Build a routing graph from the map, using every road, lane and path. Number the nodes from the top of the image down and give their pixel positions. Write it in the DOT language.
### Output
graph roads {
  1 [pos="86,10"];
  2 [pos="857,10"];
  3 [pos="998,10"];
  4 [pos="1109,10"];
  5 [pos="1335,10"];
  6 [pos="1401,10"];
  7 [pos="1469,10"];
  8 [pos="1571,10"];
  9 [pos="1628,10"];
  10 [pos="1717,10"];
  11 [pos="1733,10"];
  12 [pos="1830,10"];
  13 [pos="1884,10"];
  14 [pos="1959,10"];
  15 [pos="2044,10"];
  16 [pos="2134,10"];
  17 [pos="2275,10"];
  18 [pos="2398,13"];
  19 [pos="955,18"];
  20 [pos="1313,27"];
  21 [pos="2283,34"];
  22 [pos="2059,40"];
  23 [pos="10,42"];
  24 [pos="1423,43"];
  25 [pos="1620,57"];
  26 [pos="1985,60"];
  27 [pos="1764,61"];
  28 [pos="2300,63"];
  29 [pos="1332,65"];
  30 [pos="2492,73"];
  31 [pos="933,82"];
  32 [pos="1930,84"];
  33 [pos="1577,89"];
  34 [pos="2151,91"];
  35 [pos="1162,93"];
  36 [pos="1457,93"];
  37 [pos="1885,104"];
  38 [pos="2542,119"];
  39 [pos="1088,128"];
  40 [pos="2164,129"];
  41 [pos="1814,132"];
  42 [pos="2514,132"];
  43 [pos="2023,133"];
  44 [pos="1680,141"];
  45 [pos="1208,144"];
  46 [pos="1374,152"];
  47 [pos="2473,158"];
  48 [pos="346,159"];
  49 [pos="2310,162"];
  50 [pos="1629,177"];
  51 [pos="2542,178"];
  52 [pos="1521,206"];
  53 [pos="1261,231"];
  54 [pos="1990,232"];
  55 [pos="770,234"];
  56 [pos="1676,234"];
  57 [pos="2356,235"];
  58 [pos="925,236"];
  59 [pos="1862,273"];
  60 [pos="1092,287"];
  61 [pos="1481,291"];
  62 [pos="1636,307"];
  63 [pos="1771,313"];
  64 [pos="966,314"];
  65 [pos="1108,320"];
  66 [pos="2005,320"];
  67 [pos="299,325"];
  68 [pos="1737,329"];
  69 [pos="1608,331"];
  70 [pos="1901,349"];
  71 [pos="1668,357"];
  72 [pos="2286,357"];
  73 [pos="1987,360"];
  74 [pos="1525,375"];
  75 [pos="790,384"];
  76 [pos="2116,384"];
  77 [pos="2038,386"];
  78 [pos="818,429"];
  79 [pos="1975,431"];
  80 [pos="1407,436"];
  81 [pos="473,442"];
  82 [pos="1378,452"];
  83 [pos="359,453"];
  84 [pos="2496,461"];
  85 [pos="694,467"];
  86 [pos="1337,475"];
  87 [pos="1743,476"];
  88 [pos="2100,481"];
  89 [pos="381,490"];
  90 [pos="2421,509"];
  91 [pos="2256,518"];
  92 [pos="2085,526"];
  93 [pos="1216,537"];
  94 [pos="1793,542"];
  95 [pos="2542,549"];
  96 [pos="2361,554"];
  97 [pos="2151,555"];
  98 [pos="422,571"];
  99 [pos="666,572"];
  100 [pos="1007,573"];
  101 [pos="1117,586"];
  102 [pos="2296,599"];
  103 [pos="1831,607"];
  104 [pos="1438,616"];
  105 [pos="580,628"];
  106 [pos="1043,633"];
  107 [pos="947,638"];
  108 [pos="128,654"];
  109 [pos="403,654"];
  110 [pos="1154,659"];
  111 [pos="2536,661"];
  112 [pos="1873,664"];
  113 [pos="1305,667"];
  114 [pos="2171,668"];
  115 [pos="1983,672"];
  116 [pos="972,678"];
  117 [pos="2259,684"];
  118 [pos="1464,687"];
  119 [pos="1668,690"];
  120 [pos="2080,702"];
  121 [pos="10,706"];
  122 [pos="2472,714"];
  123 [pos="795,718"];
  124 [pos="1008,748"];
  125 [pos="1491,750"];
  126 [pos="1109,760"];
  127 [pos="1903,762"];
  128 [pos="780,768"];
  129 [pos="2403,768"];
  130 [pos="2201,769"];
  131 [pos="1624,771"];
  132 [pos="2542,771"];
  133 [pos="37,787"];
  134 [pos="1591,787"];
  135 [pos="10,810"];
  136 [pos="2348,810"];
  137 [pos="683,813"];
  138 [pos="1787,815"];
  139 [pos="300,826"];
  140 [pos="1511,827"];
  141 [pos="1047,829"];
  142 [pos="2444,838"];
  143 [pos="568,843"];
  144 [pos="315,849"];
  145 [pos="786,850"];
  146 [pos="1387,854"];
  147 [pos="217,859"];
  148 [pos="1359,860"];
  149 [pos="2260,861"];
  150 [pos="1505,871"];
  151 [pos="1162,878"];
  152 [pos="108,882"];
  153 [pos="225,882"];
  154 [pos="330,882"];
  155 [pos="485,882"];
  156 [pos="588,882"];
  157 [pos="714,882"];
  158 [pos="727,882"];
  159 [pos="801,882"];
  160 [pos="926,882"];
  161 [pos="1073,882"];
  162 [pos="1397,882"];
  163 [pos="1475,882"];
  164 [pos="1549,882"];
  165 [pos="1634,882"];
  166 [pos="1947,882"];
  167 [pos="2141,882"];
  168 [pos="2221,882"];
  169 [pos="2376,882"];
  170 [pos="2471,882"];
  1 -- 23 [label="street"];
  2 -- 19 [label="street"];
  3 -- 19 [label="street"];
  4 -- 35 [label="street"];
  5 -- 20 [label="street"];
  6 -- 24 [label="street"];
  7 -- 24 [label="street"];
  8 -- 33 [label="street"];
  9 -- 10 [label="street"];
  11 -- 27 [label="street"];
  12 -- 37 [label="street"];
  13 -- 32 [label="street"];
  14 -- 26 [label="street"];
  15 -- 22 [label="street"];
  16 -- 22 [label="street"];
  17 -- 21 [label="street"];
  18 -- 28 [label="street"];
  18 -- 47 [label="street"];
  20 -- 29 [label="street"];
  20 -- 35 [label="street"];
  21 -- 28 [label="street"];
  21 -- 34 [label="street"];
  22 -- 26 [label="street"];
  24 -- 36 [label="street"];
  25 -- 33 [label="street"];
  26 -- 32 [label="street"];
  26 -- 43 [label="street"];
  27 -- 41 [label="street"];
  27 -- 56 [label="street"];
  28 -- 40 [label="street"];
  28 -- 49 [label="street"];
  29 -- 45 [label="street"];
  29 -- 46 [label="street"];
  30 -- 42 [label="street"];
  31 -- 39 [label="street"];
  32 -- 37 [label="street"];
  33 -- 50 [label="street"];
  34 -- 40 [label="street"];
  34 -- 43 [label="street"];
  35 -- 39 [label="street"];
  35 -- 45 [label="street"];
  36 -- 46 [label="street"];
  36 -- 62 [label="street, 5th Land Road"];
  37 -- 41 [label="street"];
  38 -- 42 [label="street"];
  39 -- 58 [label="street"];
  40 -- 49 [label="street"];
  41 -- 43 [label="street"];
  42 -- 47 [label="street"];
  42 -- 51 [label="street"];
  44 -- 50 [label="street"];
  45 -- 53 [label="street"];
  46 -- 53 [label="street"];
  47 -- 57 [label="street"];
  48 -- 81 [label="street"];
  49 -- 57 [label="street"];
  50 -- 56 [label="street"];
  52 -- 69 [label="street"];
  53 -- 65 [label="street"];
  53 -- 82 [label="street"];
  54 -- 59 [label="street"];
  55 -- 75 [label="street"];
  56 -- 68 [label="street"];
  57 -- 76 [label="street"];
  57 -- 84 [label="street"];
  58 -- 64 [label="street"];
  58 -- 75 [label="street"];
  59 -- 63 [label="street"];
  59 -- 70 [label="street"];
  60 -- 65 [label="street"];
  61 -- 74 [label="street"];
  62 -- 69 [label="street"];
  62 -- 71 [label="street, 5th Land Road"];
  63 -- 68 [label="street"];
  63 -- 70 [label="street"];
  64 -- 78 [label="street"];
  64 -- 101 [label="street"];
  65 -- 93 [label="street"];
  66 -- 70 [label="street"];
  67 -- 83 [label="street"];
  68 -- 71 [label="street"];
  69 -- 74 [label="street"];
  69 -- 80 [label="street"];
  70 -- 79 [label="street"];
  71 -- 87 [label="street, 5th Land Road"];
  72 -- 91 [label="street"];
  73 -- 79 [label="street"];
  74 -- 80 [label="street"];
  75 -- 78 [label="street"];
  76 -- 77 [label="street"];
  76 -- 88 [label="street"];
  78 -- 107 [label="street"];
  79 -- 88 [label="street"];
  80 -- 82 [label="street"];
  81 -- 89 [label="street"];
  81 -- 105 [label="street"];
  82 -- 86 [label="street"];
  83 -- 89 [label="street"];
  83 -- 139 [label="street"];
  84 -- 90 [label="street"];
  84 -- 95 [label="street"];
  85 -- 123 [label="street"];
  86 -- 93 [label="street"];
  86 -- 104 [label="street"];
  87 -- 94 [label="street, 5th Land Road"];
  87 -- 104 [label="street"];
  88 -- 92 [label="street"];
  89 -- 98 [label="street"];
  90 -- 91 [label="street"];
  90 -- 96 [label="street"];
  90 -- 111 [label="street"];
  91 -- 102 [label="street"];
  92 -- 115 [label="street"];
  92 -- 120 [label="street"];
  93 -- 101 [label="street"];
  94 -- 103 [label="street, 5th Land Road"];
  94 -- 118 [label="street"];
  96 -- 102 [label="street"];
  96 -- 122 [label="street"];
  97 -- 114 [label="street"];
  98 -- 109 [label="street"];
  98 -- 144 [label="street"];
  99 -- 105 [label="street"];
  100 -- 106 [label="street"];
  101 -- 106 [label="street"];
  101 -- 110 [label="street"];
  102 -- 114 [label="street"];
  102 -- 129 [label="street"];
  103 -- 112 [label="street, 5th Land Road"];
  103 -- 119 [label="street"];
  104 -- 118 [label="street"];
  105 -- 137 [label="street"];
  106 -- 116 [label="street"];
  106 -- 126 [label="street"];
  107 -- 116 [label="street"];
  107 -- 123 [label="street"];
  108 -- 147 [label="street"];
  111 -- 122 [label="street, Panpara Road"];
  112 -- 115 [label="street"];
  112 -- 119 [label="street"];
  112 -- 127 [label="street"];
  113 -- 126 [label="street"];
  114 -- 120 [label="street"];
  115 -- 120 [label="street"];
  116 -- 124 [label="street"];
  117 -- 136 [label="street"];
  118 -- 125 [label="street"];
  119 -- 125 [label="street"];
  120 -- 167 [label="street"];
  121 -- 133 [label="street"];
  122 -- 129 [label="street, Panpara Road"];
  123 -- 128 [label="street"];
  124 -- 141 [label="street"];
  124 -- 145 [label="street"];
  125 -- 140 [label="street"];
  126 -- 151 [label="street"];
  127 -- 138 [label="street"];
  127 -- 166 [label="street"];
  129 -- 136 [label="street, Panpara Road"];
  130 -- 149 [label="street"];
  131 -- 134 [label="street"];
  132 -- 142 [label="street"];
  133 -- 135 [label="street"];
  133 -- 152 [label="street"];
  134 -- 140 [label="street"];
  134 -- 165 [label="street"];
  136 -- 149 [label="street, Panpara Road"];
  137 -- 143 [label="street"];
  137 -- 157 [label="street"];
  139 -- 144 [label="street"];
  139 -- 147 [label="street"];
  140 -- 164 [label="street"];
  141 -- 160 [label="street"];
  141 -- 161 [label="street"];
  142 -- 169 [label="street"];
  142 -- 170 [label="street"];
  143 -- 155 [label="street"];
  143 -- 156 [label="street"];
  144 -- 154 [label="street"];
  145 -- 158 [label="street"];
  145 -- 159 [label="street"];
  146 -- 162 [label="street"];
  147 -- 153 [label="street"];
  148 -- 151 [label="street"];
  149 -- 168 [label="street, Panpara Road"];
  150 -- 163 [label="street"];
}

++++

## What you have to do
All lines holding the word "Land" must be found in the listing and copied.

## Written response
  36 -- 62 [label="street, 5th Land Road"];
  62 -- 71 [label="street, 5th Land Road"];
  71 -- 87 [label="street, 5th Land Road"];
  87 -- 94 [label="street, 5th Land Road"];
  94 -- 103 [label="street, 5th Land Road"];
  103 -- 112 [label="street, 5th Land Road"];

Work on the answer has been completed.